My childhood was like the Hogwarts ride at Universal Studios, it was pretty fun and exciting but most of the time you just felt like puking and then when it was done you were left dazed and confused; not sure if you want to subject yourself to that whiplash and motion sickness again.
It was not an ideal childhood but it was exactly what I needed to mold me into the person I am today. My parents tried their best, my mom especially tried to keep my brother and I in a “normal” environment for a long time. My dad worked at my grandparents Mexican restaurant, he was such a talented cook. He was incredibly friendly, outgoing and when he was at work he worked so hard. I think as kids we forget that our parents are human. They have trials and hard times. They had a childhood that maybe wasn’t so great that you don’t know anything about. Or maybe they became addicted to something before you were born and now they are trying to be a parent and fight off that demon. We don’t t realize that parents are people too, until we grow up get our own lives and think, crap I have to raise kids and deal with my own battles. My parents were not made for each other. I would like to go back in time and do the exact opposite of what Marty McFly did for his parents. There will be no “Enchantment Under the Sea” dance for you two! Don’t even look in her direction. I know by doing this I would completely fade out of the picture.
What kind of person would I have become if I didn’t go through the refiners fire? I can tell you I probably wouldn’t have gone looking for God.
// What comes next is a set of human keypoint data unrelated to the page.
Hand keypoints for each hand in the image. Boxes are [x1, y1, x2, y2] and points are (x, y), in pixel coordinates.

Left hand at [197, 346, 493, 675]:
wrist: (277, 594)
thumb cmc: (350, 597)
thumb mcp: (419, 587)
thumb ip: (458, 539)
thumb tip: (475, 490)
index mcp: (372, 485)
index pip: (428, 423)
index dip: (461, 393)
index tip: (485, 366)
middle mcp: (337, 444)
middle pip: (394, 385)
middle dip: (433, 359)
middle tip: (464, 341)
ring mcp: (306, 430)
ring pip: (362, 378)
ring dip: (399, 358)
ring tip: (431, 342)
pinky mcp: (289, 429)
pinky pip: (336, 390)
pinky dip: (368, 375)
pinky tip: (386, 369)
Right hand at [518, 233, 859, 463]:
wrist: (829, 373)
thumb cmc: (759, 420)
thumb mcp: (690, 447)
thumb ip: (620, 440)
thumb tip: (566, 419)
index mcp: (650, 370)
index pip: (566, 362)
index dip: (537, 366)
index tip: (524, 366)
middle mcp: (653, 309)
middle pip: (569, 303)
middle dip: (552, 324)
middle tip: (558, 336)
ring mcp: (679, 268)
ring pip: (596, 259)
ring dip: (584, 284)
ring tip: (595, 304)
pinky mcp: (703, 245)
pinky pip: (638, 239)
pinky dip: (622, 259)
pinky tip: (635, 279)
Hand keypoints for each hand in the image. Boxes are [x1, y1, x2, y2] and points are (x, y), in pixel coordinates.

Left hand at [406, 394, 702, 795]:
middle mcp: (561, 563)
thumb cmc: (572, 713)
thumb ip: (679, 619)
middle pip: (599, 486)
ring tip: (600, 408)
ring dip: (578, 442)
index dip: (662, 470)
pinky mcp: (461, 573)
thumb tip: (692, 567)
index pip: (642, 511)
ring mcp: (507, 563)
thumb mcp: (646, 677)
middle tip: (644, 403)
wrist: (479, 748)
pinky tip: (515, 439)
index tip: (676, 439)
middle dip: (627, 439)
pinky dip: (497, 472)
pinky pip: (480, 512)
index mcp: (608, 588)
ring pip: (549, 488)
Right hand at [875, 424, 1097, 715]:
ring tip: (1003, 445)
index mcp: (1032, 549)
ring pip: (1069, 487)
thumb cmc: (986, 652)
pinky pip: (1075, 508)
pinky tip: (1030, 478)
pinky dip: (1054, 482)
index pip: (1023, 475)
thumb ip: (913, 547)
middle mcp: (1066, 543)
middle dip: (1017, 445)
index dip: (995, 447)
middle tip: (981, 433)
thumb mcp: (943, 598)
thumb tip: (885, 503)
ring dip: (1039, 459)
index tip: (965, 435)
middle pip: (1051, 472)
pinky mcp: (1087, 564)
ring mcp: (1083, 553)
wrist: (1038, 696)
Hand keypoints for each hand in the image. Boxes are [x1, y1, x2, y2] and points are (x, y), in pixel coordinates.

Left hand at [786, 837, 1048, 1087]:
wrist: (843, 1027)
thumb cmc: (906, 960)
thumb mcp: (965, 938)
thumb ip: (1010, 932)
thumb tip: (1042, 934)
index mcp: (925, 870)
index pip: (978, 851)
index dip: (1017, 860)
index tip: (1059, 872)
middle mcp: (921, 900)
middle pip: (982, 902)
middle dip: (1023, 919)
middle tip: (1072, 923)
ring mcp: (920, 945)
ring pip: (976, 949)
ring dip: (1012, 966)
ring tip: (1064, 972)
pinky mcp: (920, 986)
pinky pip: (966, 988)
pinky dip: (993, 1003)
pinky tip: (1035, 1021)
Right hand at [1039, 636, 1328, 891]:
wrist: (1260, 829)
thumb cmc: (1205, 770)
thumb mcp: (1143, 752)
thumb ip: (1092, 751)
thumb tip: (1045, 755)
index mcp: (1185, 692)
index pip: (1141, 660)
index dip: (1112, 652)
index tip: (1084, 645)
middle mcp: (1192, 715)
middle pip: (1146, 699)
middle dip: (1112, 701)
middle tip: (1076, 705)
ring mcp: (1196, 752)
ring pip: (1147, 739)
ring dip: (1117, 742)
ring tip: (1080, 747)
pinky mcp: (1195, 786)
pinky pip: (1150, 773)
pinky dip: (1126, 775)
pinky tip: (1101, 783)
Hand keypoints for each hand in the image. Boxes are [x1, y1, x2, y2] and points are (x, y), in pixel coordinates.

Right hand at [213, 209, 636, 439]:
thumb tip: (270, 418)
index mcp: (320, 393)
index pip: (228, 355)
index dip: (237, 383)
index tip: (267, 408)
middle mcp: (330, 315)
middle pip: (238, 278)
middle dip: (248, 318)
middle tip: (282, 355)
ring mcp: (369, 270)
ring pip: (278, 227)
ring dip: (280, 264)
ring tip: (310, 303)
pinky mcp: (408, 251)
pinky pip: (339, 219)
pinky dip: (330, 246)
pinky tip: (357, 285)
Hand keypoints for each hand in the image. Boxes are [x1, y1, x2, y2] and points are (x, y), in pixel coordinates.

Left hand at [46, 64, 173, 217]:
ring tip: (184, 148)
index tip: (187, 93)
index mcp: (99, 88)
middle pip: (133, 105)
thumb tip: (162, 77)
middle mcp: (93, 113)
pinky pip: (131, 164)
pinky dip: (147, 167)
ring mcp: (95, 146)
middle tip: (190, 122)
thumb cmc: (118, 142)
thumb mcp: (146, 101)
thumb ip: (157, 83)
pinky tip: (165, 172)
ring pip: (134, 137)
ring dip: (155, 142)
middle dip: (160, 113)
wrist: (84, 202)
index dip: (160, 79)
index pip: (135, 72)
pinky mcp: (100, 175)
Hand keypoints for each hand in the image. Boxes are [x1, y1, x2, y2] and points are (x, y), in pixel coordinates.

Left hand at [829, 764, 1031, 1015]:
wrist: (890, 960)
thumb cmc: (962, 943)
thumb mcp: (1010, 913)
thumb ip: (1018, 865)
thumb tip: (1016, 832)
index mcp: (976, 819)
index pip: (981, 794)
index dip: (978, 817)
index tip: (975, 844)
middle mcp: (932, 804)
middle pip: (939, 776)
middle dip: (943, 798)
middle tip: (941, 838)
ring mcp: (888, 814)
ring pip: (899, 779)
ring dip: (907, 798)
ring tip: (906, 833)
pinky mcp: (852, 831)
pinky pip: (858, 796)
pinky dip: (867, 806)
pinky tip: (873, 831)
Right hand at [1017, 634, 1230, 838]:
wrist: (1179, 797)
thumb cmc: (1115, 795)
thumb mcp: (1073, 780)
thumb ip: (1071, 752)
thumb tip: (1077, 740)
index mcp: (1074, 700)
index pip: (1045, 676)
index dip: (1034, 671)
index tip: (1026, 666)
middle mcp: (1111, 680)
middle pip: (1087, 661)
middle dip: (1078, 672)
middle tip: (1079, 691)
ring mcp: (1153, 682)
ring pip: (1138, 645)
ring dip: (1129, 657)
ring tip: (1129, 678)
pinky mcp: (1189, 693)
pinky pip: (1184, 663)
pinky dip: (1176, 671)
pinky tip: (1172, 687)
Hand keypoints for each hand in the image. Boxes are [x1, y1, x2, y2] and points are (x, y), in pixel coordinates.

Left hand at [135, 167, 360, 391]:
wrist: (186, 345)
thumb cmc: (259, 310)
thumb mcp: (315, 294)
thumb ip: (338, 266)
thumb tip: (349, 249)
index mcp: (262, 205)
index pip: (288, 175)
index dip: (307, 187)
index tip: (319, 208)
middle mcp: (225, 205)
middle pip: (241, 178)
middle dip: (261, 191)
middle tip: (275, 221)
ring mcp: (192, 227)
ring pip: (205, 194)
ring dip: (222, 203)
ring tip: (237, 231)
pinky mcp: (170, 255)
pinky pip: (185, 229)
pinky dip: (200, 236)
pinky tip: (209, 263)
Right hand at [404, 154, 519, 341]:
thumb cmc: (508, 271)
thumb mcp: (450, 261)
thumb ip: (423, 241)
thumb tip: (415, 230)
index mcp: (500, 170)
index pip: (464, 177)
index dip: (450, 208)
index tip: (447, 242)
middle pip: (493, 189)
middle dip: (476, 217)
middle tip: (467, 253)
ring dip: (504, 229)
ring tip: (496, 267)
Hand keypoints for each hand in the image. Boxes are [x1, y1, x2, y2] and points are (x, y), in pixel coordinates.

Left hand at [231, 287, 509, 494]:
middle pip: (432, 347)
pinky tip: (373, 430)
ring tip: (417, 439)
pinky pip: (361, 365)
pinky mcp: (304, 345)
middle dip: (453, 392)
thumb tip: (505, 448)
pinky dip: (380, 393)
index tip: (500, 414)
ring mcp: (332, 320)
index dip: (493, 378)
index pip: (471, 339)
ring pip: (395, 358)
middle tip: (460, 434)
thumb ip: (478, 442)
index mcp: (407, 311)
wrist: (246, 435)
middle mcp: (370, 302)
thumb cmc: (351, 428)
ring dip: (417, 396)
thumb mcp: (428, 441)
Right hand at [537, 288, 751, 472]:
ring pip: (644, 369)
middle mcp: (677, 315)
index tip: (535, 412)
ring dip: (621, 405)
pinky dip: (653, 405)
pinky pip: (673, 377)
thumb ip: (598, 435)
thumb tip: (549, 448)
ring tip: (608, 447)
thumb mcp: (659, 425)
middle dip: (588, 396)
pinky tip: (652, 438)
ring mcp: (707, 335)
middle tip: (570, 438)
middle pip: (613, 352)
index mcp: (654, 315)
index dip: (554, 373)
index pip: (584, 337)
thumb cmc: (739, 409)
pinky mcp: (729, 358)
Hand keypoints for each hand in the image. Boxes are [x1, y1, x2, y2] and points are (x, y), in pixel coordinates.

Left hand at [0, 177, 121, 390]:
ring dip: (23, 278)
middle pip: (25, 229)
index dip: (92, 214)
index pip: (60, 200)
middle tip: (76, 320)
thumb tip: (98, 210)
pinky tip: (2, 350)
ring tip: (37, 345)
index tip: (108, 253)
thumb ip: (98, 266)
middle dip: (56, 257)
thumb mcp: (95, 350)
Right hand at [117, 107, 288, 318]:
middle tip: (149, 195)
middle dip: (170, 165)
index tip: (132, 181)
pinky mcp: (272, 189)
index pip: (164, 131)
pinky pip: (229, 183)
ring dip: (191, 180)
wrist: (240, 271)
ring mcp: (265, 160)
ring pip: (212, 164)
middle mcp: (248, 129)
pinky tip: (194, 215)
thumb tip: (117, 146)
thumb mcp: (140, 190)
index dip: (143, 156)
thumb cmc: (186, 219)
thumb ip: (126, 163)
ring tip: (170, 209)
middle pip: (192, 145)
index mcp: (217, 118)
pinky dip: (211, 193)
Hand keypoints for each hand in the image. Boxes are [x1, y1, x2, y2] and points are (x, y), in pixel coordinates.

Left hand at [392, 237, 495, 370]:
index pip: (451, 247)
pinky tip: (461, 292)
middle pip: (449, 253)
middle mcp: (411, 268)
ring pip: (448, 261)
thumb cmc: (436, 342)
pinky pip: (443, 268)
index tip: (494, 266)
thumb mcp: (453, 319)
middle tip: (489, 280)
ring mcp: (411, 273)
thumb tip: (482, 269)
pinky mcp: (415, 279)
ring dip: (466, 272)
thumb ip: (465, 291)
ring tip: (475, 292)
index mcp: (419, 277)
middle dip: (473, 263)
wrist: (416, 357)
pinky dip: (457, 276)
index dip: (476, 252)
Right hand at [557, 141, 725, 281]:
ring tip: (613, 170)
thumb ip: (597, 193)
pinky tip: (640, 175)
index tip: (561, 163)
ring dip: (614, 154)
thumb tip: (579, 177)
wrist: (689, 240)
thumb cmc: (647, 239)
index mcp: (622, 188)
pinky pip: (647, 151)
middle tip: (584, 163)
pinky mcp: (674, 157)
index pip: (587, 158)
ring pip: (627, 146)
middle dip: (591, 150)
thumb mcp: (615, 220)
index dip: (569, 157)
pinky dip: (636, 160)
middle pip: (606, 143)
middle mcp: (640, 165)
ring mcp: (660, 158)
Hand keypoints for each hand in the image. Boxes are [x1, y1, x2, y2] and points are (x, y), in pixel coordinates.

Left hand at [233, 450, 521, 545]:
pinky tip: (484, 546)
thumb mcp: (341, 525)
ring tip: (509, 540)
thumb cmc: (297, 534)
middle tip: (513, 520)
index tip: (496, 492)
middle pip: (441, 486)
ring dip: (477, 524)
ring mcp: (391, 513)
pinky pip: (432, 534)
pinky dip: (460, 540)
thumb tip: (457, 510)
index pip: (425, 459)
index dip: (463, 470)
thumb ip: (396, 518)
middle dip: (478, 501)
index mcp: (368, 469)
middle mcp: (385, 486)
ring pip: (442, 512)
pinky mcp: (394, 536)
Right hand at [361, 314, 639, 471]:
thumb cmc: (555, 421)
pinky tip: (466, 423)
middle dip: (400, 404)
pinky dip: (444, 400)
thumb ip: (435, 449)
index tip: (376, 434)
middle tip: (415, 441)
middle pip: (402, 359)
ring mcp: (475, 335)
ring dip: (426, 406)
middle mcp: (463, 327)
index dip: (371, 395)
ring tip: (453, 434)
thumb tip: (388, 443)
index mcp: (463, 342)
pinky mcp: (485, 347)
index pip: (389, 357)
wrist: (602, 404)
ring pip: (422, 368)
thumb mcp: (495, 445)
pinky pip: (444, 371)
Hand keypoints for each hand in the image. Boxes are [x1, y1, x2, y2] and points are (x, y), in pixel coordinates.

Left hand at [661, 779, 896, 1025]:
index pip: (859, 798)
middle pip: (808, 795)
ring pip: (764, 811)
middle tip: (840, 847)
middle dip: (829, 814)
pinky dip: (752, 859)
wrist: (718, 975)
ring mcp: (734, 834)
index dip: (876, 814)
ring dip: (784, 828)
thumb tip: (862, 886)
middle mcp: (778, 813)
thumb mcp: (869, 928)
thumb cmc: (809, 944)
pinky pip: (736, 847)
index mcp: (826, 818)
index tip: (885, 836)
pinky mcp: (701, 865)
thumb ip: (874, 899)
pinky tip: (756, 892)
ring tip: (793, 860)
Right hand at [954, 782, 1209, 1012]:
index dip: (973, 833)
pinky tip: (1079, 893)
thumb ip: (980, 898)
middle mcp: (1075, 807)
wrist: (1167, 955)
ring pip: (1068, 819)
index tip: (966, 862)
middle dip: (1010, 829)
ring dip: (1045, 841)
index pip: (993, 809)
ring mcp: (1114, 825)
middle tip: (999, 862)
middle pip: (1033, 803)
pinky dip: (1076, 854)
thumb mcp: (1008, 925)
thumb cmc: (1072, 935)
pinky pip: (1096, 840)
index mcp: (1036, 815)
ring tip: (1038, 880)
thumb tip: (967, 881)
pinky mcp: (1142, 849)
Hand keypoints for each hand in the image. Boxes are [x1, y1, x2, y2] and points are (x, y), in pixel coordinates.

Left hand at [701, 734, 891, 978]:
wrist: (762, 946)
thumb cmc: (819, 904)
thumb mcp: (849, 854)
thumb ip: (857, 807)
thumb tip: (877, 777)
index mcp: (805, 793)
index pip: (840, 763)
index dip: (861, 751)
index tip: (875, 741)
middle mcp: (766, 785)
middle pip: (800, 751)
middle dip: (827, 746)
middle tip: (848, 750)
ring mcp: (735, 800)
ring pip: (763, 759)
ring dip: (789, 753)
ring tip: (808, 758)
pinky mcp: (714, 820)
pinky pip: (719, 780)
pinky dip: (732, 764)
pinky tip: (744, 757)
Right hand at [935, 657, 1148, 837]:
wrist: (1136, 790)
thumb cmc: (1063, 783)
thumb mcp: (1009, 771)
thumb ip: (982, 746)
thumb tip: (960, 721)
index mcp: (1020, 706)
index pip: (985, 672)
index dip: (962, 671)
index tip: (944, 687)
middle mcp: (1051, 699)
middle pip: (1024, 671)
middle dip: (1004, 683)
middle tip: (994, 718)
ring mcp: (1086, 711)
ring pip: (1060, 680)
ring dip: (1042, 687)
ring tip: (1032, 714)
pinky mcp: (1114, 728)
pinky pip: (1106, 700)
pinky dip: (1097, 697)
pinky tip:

I probably wouldn’t have covenanted to be a disciple of Christ. Satan and his “good enough” plan has high conversion rate.
My dad had such a kind heart. He would literally give you the coat off of his back. He was liked by everyone and had this ability to make the best Mexican food. His laugh was big and contagious. When you heard it, you couldn’t help but smile. My mom was young, beautiful, and tough. She went through a lot being married to my dad. My dad was kind and loving when he wasn’t drinking. There were too many times to count, my mom, brother and I packing up and leaving after one of my dads drunken blow-ups. It is hard for me to write about my dad because I don’t feel like you as a reader could really grasp at just how amazing he was at times. Also with me being an amateur writer, I find it difficult to convey that my drug addicted dad was also one of the most loving humans I have ever come in contact with.